Que se passerait-il si les affiches publicitaires grand format accrochées sur les murs de votre ville étaient entièrement remplacées par des œuvres d’art ? Comment vivrait-on dans une ville tapissée de reproductions de toiles et tableaux en lieu et place des messages publicitaires ? « La beauté sauvera le monde » affirme le prince Miškin dans L’Idiot de Dostoevskij et la start-up bordelaise Ôboem semble avoir pris cette citation au pied de la lettre. Son projet est très simple et visionnaire à la fois : substituer les publicités avec des œuvres d’art, de telle façon à diffuser la beauté dans la grisaille citadine. Le payoff de la jeune marque va exactement dans cette direction : La ville est ce qu’on fait d’elle. Plus concrètement, Ôboem est une plateforme de financement participatif qui vise à récolter les fonds nécessaires à l’achat d’espaces publicitaires. Ceux-ci, au lieu d’abriter des pubs, seront décorés avec des oeuvres d’art.

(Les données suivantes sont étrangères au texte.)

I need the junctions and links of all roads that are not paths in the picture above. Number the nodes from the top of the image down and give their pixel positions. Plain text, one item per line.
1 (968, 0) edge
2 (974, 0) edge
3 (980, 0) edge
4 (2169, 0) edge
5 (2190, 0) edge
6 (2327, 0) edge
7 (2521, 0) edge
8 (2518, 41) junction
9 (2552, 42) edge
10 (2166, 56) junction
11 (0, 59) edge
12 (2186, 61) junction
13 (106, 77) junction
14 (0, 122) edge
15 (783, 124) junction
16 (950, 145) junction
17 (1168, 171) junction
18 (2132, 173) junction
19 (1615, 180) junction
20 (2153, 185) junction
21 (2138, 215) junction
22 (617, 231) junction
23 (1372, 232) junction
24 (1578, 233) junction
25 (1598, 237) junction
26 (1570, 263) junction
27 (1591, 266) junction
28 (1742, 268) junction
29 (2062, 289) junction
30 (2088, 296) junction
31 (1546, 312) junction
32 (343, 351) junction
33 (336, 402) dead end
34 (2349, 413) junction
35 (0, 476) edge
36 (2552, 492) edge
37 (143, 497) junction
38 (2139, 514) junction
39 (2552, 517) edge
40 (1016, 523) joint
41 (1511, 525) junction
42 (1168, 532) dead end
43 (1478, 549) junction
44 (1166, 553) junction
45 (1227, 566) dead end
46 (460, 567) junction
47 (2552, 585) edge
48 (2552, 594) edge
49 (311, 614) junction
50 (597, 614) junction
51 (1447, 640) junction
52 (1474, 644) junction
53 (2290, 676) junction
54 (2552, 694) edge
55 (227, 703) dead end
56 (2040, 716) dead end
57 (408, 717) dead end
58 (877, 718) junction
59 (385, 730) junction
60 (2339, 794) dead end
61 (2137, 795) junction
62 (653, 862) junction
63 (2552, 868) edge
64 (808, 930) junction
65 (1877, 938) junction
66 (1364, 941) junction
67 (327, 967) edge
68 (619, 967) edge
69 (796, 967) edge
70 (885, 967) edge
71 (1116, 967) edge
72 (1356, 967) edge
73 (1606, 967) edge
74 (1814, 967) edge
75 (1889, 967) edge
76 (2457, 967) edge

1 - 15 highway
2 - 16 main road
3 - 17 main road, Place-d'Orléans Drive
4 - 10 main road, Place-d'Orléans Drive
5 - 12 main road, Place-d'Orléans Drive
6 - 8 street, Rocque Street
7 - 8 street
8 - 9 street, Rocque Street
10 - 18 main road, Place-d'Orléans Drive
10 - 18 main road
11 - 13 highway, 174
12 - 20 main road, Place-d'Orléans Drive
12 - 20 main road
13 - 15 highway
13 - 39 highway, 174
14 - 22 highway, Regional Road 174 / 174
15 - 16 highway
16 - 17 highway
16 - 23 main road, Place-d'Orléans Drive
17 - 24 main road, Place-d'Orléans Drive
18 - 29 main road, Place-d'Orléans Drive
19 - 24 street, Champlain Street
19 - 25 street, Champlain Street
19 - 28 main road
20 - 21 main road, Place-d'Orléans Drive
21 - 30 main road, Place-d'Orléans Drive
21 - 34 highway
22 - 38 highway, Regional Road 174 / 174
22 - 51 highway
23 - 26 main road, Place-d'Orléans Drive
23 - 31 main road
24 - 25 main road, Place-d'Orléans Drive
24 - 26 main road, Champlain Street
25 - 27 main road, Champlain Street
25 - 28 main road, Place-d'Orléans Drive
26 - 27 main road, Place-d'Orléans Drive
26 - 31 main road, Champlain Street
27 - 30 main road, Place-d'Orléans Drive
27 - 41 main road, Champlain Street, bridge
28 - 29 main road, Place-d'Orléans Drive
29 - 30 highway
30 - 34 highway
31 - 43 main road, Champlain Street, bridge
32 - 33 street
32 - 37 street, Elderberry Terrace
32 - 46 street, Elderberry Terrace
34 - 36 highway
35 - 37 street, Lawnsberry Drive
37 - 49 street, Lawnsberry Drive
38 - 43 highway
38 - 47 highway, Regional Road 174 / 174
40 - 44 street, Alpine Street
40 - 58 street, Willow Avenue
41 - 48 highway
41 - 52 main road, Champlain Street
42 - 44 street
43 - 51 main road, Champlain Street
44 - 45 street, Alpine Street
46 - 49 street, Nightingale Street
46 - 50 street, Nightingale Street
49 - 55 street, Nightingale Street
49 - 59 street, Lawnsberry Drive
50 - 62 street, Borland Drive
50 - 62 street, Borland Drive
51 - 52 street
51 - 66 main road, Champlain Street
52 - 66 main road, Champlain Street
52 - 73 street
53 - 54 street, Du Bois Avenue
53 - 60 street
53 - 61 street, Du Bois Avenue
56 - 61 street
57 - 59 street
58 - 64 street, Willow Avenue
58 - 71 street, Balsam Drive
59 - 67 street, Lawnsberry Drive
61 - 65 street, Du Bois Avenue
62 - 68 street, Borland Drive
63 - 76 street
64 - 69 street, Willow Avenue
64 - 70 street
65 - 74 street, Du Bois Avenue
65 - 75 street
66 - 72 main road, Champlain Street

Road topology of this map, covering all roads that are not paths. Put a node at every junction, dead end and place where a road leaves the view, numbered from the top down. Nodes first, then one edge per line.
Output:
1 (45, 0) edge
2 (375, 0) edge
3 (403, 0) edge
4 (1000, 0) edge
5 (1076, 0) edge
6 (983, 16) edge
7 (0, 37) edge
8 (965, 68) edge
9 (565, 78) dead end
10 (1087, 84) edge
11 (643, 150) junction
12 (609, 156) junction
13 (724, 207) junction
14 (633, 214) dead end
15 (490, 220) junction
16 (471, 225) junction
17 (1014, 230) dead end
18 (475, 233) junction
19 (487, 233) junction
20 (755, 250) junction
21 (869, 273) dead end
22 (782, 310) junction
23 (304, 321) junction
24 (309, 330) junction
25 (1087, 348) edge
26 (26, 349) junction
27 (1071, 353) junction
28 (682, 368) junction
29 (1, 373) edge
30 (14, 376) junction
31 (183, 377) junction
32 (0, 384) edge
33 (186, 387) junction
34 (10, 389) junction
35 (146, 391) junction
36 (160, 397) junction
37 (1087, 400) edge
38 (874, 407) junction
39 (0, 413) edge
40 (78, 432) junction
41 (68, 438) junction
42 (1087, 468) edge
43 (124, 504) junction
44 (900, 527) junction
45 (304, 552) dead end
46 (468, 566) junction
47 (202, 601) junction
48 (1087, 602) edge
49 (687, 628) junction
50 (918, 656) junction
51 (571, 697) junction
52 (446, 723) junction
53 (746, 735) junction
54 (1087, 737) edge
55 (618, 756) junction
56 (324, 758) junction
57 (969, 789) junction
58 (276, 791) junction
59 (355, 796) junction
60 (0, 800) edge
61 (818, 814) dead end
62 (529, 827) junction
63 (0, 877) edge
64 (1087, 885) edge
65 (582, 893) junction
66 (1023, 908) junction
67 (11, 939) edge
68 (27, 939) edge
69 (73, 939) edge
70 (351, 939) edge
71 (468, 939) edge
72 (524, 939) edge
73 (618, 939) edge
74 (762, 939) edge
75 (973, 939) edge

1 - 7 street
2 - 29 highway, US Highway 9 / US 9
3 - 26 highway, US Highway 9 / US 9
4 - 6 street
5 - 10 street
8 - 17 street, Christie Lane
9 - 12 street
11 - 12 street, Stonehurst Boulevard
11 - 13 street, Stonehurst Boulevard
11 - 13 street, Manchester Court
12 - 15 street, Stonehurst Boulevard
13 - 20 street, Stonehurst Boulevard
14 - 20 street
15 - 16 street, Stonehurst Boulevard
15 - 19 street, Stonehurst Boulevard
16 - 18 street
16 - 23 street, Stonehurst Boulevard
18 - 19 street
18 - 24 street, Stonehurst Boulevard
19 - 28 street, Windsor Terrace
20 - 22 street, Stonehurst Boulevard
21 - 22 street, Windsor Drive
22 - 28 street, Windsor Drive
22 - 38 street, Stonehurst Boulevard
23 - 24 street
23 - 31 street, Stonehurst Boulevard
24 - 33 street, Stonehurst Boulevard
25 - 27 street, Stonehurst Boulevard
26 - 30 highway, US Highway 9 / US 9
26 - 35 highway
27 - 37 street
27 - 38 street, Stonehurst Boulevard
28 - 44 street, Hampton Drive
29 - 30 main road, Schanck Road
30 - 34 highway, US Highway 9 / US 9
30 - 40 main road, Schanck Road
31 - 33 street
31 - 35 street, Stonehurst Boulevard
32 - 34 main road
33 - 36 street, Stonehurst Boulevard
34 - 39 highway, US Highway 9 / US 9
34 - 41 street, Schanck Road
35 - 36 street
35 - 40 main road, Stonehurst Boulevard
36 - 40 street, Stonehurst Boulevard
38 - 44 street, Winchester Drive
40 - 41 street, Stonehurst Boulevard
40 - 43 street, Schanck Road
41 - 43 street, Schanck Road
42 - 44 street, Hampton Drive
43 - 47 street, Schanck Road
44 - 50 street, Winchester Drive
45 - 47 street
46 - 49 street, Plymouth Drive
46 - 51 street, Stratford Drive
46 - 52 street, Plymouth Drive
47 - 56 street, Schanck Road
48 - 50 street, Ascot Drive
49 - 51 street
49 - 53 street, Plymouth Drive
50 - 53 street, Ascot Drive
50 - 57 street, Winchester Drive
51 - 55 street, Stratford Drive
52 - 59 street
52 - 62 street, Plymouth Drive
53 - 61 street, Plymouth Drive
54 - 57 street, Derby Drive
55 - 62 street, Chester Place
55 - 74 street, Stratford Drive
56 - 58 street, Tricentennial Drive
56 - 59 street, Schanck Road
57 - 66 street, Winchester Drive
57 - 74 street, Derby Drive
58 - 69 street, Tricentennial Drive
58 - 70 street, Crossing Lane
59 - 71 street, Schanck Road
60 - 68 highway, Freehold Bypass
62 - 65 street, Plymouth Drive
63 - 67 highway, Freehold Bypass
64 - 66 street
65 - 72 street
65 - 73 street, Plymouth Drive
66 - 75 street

Il ne s’agit pas d’une nouveauté absolue. Déjà en 2014 l’artiste française Etienne Lavie avait présenté le projet OMG who stole my ads? (Mon dieu, qui est-ce qui a volé mes pubs ?), grâce auquel les boulevards parisiens se sont transformés dans un musée en plein air par le biais de reproductions de tableaux du Louvre qui remplaçaient les affiches publicitaires. L’année précédente, au mois d’août 2013, le projet Art Everywhere, promu par d’importantes institutions comme Tate Gallery et The Art Fund, avait diffusé dans tout le Royaume-Uni 22 mille affiches reproduisant des oeuvres britanniques.
Les espaces publicitaires coûtent très cher: selon la villes, leur position, leur taille, la durée de l’affichage, le prix varie énormément et peut atteindre facilement quelques milliers d’euros pour quelques mètres carrés d’affichage. Partant, seules les firmes les plus grandes peuvent se permettre d’acheter ces espaces et d’y annoncer. Donner à des acteurs autres que les grosses boîtes la possibilité d’acheter ces espaces et les destiner à l’affichage de la « beauté », voilà résumé le but principal d’Ôboem.
Afin de participer au projet pour donner sa contribution, il suffit de se connecter sur la plateforme, sélectionner l’artiste et l’oeuvre que l’on voudrait voir affichée et choisir le montant de son don. Ôboem s’occupera de l’affichage de ces œuvres qui ont eu un soutien adéquat et qui ont donc pu aspirer à être exposées dans la ville (on parle de Bordeaux, pour l’instant). « Notre intention est d’impliquer différentes galeries d’artistes contemporains et de faire voter en ligne 80 œuvres à « publiciser » avec la signature et le nom de l’artiste. » explique un des fondateurs, Oliver Moss. « Pour venir à la rencontre de ceux qui ont voulu nous aider, nous enverrons des reproductions en différents formats des œuvres d’art les plus votées. Si on le souhaite, on pourra même acheter les originaux. »
Oliver Moss, fondateur d’Ôboem avec Marie Toni, explique que leur idée de transformer la ville en une véritable galerie d’art est née lors d’un voyage en Amérique du Sud : « Certaines peintures murales au Chili nous ont frappés : des oevres de street art qui rendaient le paysage plus joli. » La comparaison avec le paysage urbain français a été pour eux automatique : « En France il y a trop de pollution visuelle. La publicité est excessive. Elle crée de faux souhaits, elle déforme l’image de la femme, elle répand l’idéologie de la consommation. Et, ce qui est plus, elle détruit l’environnement. »
Pour ses créateurs, Ôboem ne doit pas représenter uniquement un projet esthétique, mais il doit incarner et véhiculer une nouvelle vision du monde : on embellit l’espace urbain, on démantèle l’idéologie de la publicité, on répand la beauté, tout en offrant à des artistes émergents la possibilité de se faire remarquer.